Before I get into it, I should mention that my answer is based on my own experience. Ask another mentee and their answer could be different. But here's my perspective. I hope it gives you some insight and motivation to keep writing.

When you don't get in...

In 2014, I applied to PitchWars for the first time with a fully revised manuscript (M1). I spent about a year on it going through multiple drafts and making it the best it could be. I connected with other hopefuls on twitter, submitted my entry, stalked the mentors (hoping they were talking about my awesome manuscript), and waited and waited for the announcement to finally come.

Once it did, I did 'ctrl+F' for my name. Nothing came up. I read the list from beginning to end, the rejection slowly sinking in. This feeling of disappointment and not feeling like you're good enough, the doubts, they hit me all at once. I congratulated the other hopefuls who did make it, but then I kind of disappeared from Twitter (granted, I never really did use twitter much anyway back then, so NBD).

But I still felt my MS was ready, and PitchWars pushed me to prepare my materials for querying, so I did.

More rejections resulted, until I finally came to the realization that this MS was not the one. So I shelved it and started another MS. We'll call it M2. I worked on it all fall and winter, but something was lacking in the story, so I quit halfway through. It took a vacation and a new perspective for me to sit down and try again. I started M3 at the end of April and drafted it in six weeks, quickly revised based on my CP's comments, and entered it into PitchWars. This time, I got in (more on that below), but I probably wouldn't have if I didn't keep writing.

So what do you do when you don't get into PitchWars?

You keep writing, pursuing your passion, and continuing to improve your craft. In a span of one year, continuously writing, reading, and learning from others, my writing improved so much and it showed in the manuscript that got me in.

One thing I will critique myself on is the fact that I left twitter. Twitter is a great place to meet other writers and to just connect with people who are passionate about writing, reading, and books in general. Find your CP's, your betas, your tribe. This creative path we've chosen to pursue is an arduous one, but it'll be so much better when you have someone alongside you, who gets what you're doing, and understands what you're going through.

So write, write, write. Connect, connect, connect. Read, read, read. Learn, learn, learn. Got it?
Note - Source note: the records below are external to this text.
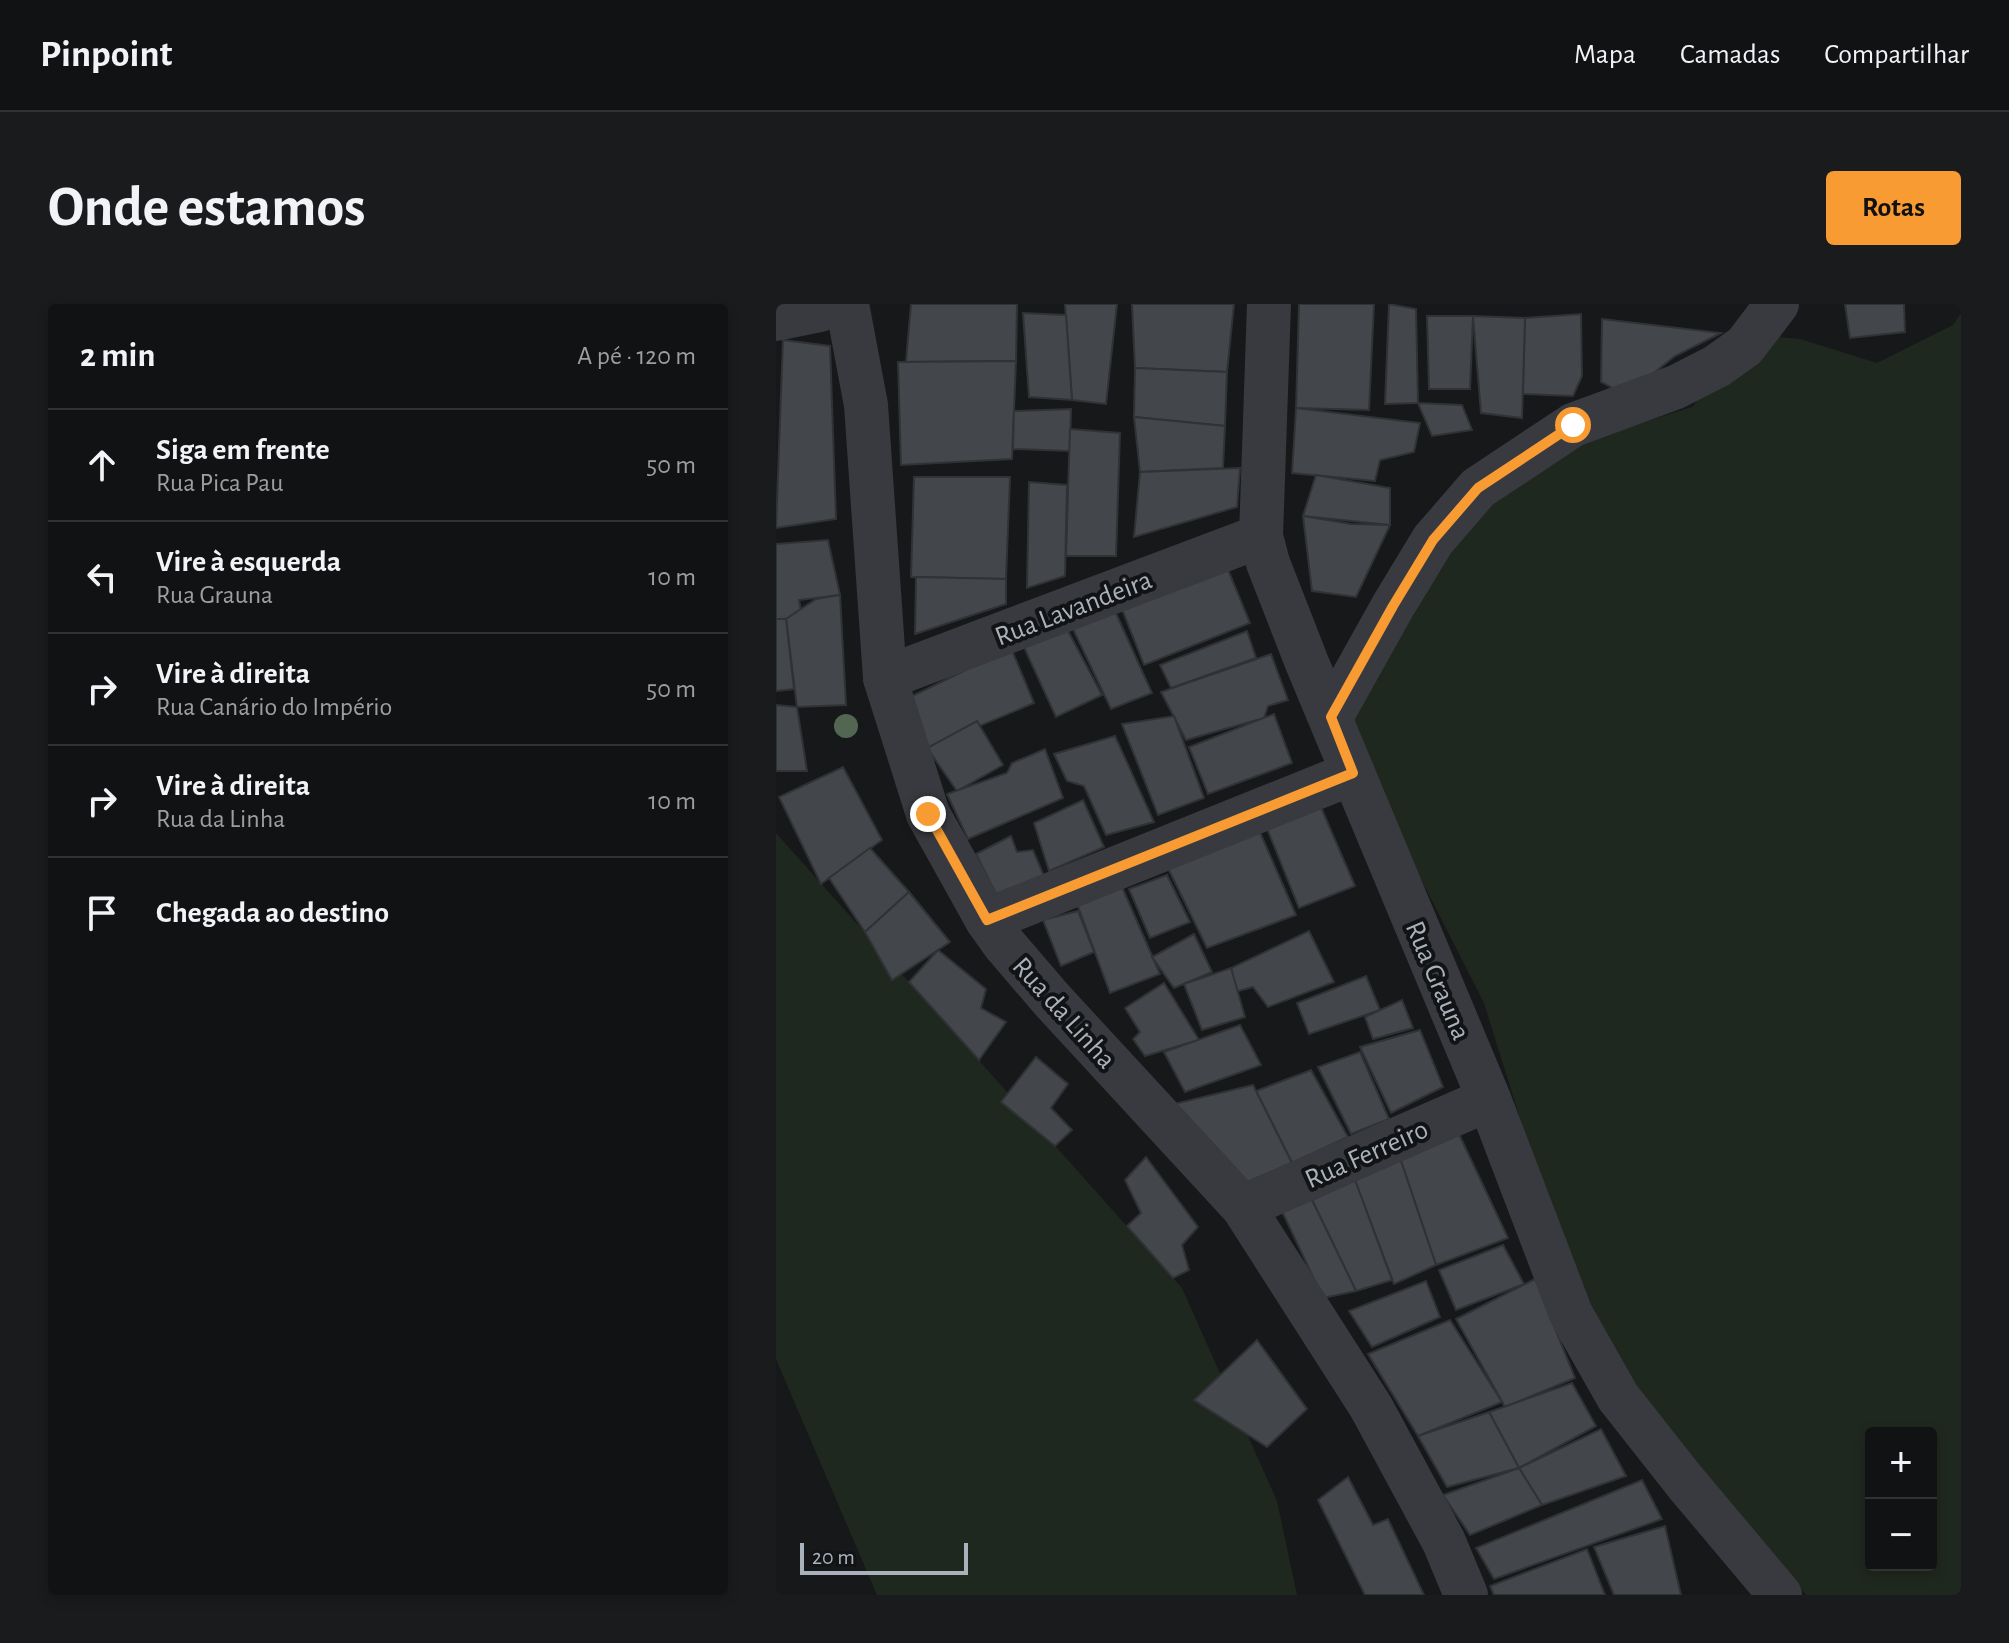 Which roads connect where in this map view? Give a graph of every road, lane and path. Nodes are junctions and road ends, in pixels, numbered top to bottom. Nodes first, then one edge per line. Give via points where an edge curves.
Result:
1 (829, 304) edge
2 (847, 304) edge
3 (1269, 304) edge
4 (1777, 304) edge
5 (776, 319) edge
6 (1261, 536) junction
7 (885, 678) junction
8 (1331, 717) junction
9 (1353, 773) junction
10 (987, 920) junction
11 (1489, 1099) junction
12 (1243, 1207) junction
13 (1466, 1595) edge
14 (1780, 1595) edge

1 - 5 street
2 - 7 street, Rua da Linha via 873,468
3 - 6 street, Rua Grauna
4 - 8 street via 1745,346 1717,366 1573,425 1478,488 1433,540
6 - 7 street, Rua Lavandeira
6 - 8 street, Rua Grauna
7 - 10 street, Rua da Linha via 928,814
8 - 9 street, Rua Grauna
9 - 10 street
9 - 11 street, Rua Grauna
10 - 12 street, Rua da Linha via 1052,1000
11 - 12 street, Rua Ferreiro
11 - 14 street, Rua Grauna via 1571,1314 1618,1397
12 - 13 street, Rua da Linha via 1371,1407 1444,1542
And when it comes to rejection, know that it is part of the process. Rejections may hurt, but they're also a testament to your hard work. You're doing, you're trying, and you're putting yourself (and your work) out there. If you keep at it, you'll eventually get to that 'yes' you've been working toward.

When you do get in...

In 2015, my name was on the mentee list. I was shocked. I cried. I forgot to make dinner. I celebrated. It was amazing. I got my edit letter from my mentor, and then came a lot of hard work.
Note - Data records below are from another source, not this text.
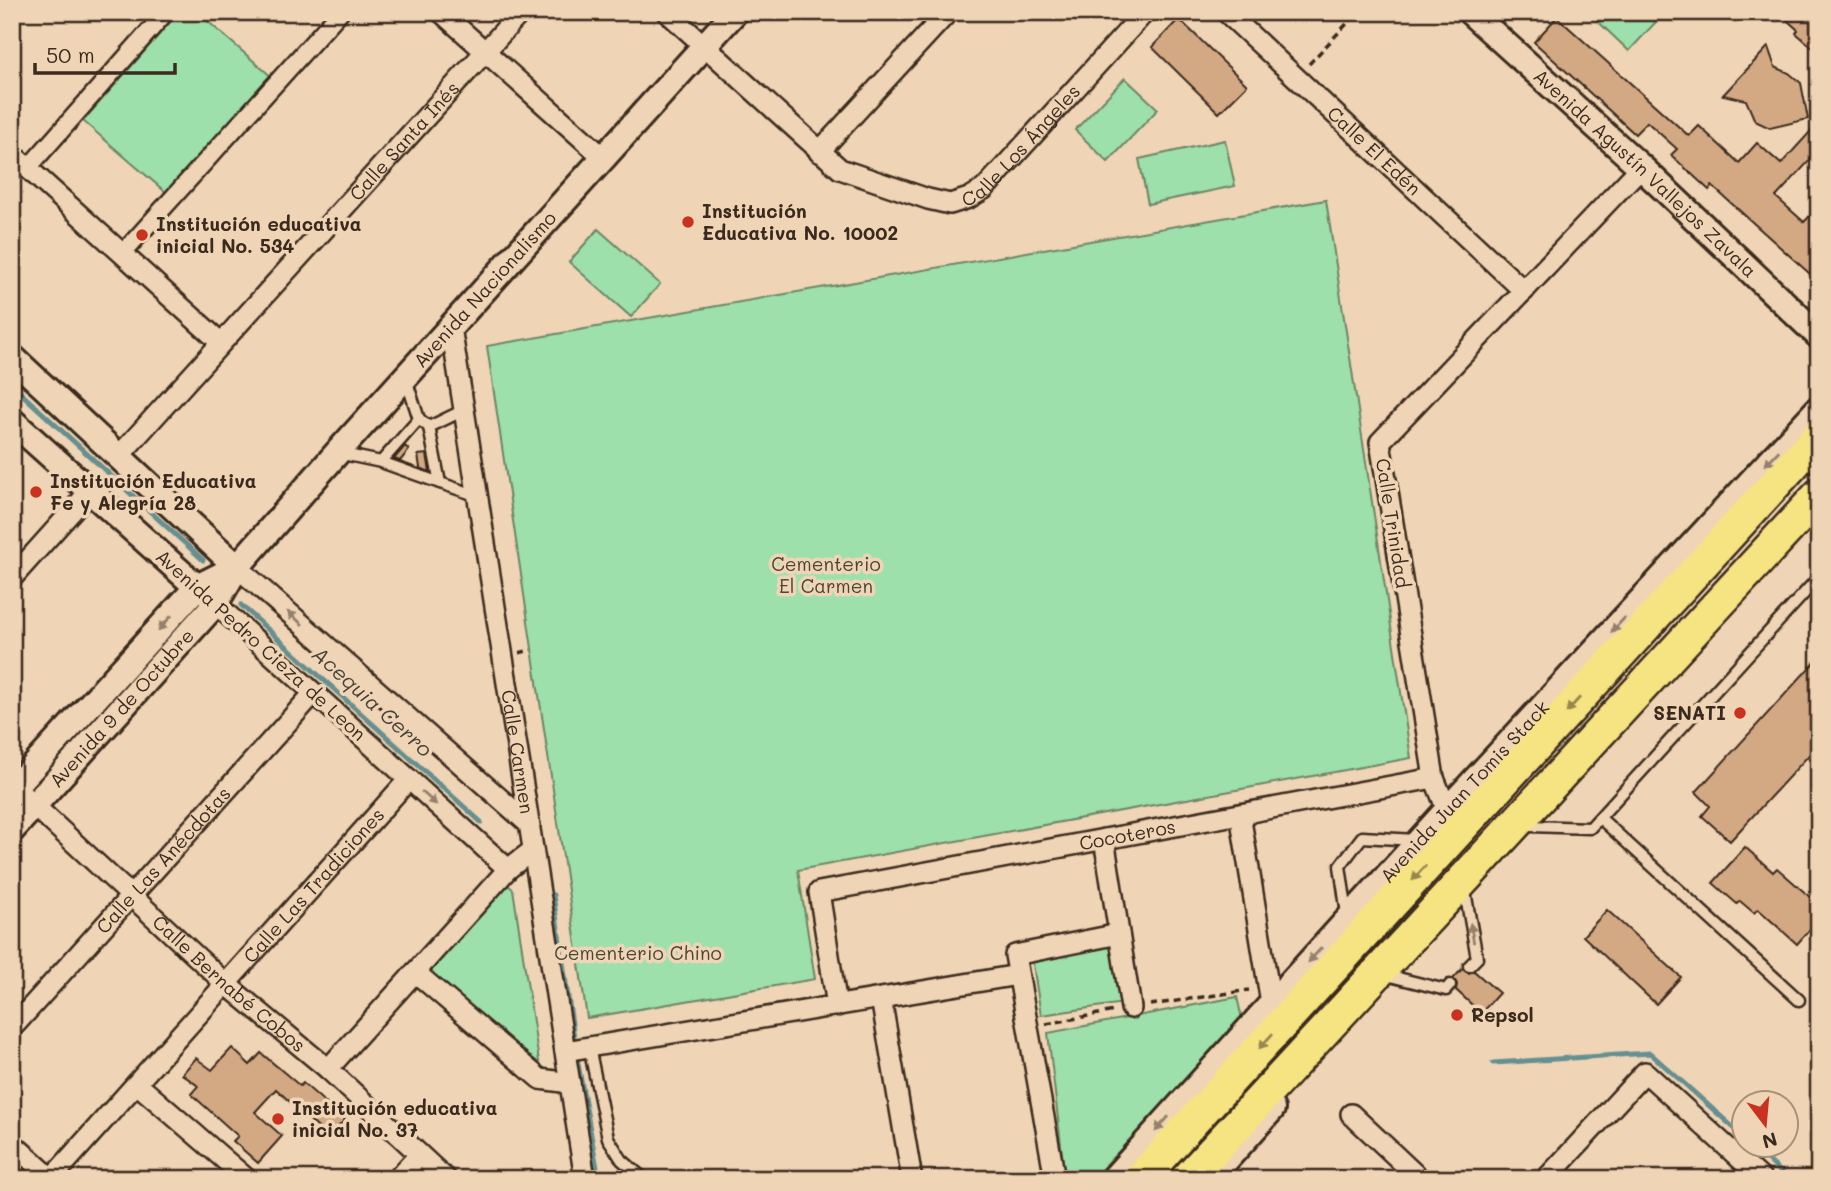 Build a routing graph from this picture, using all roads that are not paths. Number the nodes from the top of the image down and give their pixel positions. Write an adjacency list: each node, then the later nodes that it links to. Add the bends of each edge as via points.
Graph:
1 (166, 12): 17 (street)
2 (340, 12): 18 (street)
3 (442, 12): 12 (street)
4 (521, 12): 12 (street, Calle Santa Inés)
5 (667, 12): 11 (street, Calle Los Ángeles)
6 (735, 12): 11 (street, Avenida Nacionalismo)
7 (948, 12): 13 (street)
8 (1146, 12): 13 (street, Calle Los Ángeles, via 984,189 969,198 950,204 928,200 840,169)
9 (1226, 12): 19 (street, Calle El Edén)
10 (1470, 12): 16 (street, Avenida Agustín Vallejos Zavala)
11 (704, 46): 13 (street, Calle Los Ángeles); 15 (street, Avenida Nacionalismo)
12 (485, 52): 15 (street); 22 (street, Calle Santa Inés)
13 (819, 152)
14 (12, 154): 17 (street)
15 (604, 158): 20 (street, Avenida Nacionalismo)
16 (1640, 167): 19 (street, Calle Trinidad); 21 (street, Avenida Agustín Vallejos Zavala)
17 (28, 168): 18 (street)
18 (122, 254): 22 (street)
19 (1524, 291): 44 (street, Calle Trinidad, via 1380,442)
20 (451, 327): 24 (street, Avenida Nacionalismo); 26 (street, Calle Carmen)
21 (1819, 336)
22 (220, 342): 32 (street, Calle Santa Inés)
23 (12, 357): 32 (street)
24 (406, 377): 27 (lane); 31 (street, Avenida Nacionalismo)
25 (1819, 408): 48 (street, Avenida Juan Tomis Stack, one-way to 48)
26 (464, 410): 29 (lane); 37 (street, Calle Carmen)
27 (419, 419): 29 (lane); 33 (lane)
28 (12, 421): 35 (street, Avenida Pedro Cieza de Leon)
29 (429, 427): 34 (lane)
30 (1819, 436): 92 (main road, Avenida Juan Tomis Stack, one-way to 92)
31 (337, 453): 33 (lane); 39 (street, Avenida Nacionalismo)
32 (119, 456): 39 (street)
33 (381, 462): 34 (lane)
34 (440, 483): 37 (lane)
35 (90, 491): 41 (street); 42 (street, Avenida Pedro Cieza de Leon)
36 (1819, 495): 93 (main road)
37 (478, 496): 51 (street, Calle Carmen)
38 (1819, 510): 52 (street)
39 (237, 567): 42 (street, Avenida 9 de Octubre); 51 (street, one-way to 39)
40 (1819, 577): 50 (lane)
41 (12, 578)
42 (206, 595): 43 (street, Avenida Pedro Cieza de Leon); 46 (street, Avenida 9 de Octubre, one-way to 46); 47 (street, Avenida 9 de Octubre)
43 (314, 693): 45 (street, Avenida Pedro Cieza de Leon); 58 (street, Calle Las Anécdotas)
44 (1434, 778): 48 (street, Calle Trinidad); 49 (street, Cocoteros)
45 (409, 779): 57 (street, Avenida Pedro Cieza de Leon, one-way to 57); 66 (street, Calle Las Tradiciones)
46 (13, 788): 47 (street, Calle Bernabé Cobos)
47 (34, 806): 53 (street, Avenida 9 de Octubre); 58 (street, Calle Bernabé Cobos)
48 (1447, 810): 55 (street, Avenida Juan Tomis Stack)
49 (1240, 814): 54 (street, Cocoteros); 68 (street)
50 (1600, 818): 52 (lane, via 1590,828); 70 (lane)
51 (530, 825): 56 (street, Calle Carmen)
52 (1530, 826): 59 (street)
53 (12, 830)
54 (1104, 839): 61 (street); 71 (street, Cocoteros, via 819,892)
55 (1420, 840): 60 (street, Avenida Juan Tomis Stack); 60 (lane, via 1362,837 1340,866)
56 (533, 850): 57 (street); 75 (street, Calle Carmen)
57 (508, 869): 63 (street)
58 (131, 895): 66 (street, Calle Bernabé Cobos); 73 (street, Calle Las Anécdotas)
59 (1466, 897): 62 (lane, one-way to 59, via 1477,958); 65 (street)
60 (1348, 919): 68 (street, Avenida Juan Tomis Stack, one-way to 68)
61 (1119, 934): 64 (street, via 1015,955); 72 (street)
62 (1469, 966)
63 (415, 972): 76 (street); 78 (street, via 540,1079)
64 (1017, 975): 69 (street); 90 (street)
65 (1394, 977): 67 (lane, via 1446,990); 94 (street)
66 (227, 985): 76 (street, Calle Bernabé Cobos); 77 (street, Calle Las Tradiciones)
67 (1450, 985)
68 (1270, 995): 91 (street, Avenida Juan Tomis Stack, one-way to 91)
69 (881, 998): 71 (street); 89 (street)
70 (1800, 1000)
71 (837, 1006): 74 (street)
72 (1131, 1008)
73 (12, 1028)
74 (589, 1047): 75 (street); 88 (lane, via 608,1138 622,1160)
75 (565, 1051): 78 (street, Calle Carmen)
76 (328, 1069): 81 (street, Calle Bernabé Cobos)
77 (137, 1083): 83 (street, Calle Las Tradiciones); 84 (street)
78 (570, 1083): 87 (street, Calle Carmen)
79 (1352, 1114): 95 (street)
80 (12, 1143): 83 (street)
81 (419, 1155): 85 (street); 86 (street, Calle Bernabé Cobos)
82 (1750, 1175): 96 (street, via 1644,1072)
83 (51, 1179)
84 (247, 1179)
85 (397, 1179)
86 (446, 1179)
87 (586, 1179)
88 (644, 1179)
89 (912, 1179)
90 (1055, 1179)
91 (1113, 1179)
92 (1140, 1179)
93 (1187, 1179)
94 (1209, 1179)
95 (1420, 1179)
96 (1546, 1179)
You write, write, write. Revise, revise, revise. Read, read, read. Connect, connect, connect with your fellow mentees. And you learn, learn, learn from your mentor. In some ways, getting in is similar to not getting in; both involve persistence, growth, and working your butt off.

Except instead of querying right away, you have the agent round first, and then you start querying.

Then come requests, maybe an offer of rep, but also rejections.

No matter where that manuscript that got you into PitchWars leads you, know that it's never over. You'll still have to write another manuscript, you'll still have to work on your craft. You'll still have to create, revise, and edit. Because that's what writers do. We write. Whether you get into PitchWars (or any other writing contest for that matter). This goes without saying even if you aren't/are agented/have a book deal.

I will say that PitchWars is a pretty amazing opportunity, so if you do get it in, cherish the experience, work hard, and give it all you got. But if you don't get the opportunity, do not be dismayed. One contest is not the end of the road for you. We all take different paths to get to our dreams. So whatever happens, you are awesome. You wrote a manuscript, you had the guts to try, and you'll continue to write because you love it, because it's part of you. Take heart, and persevere.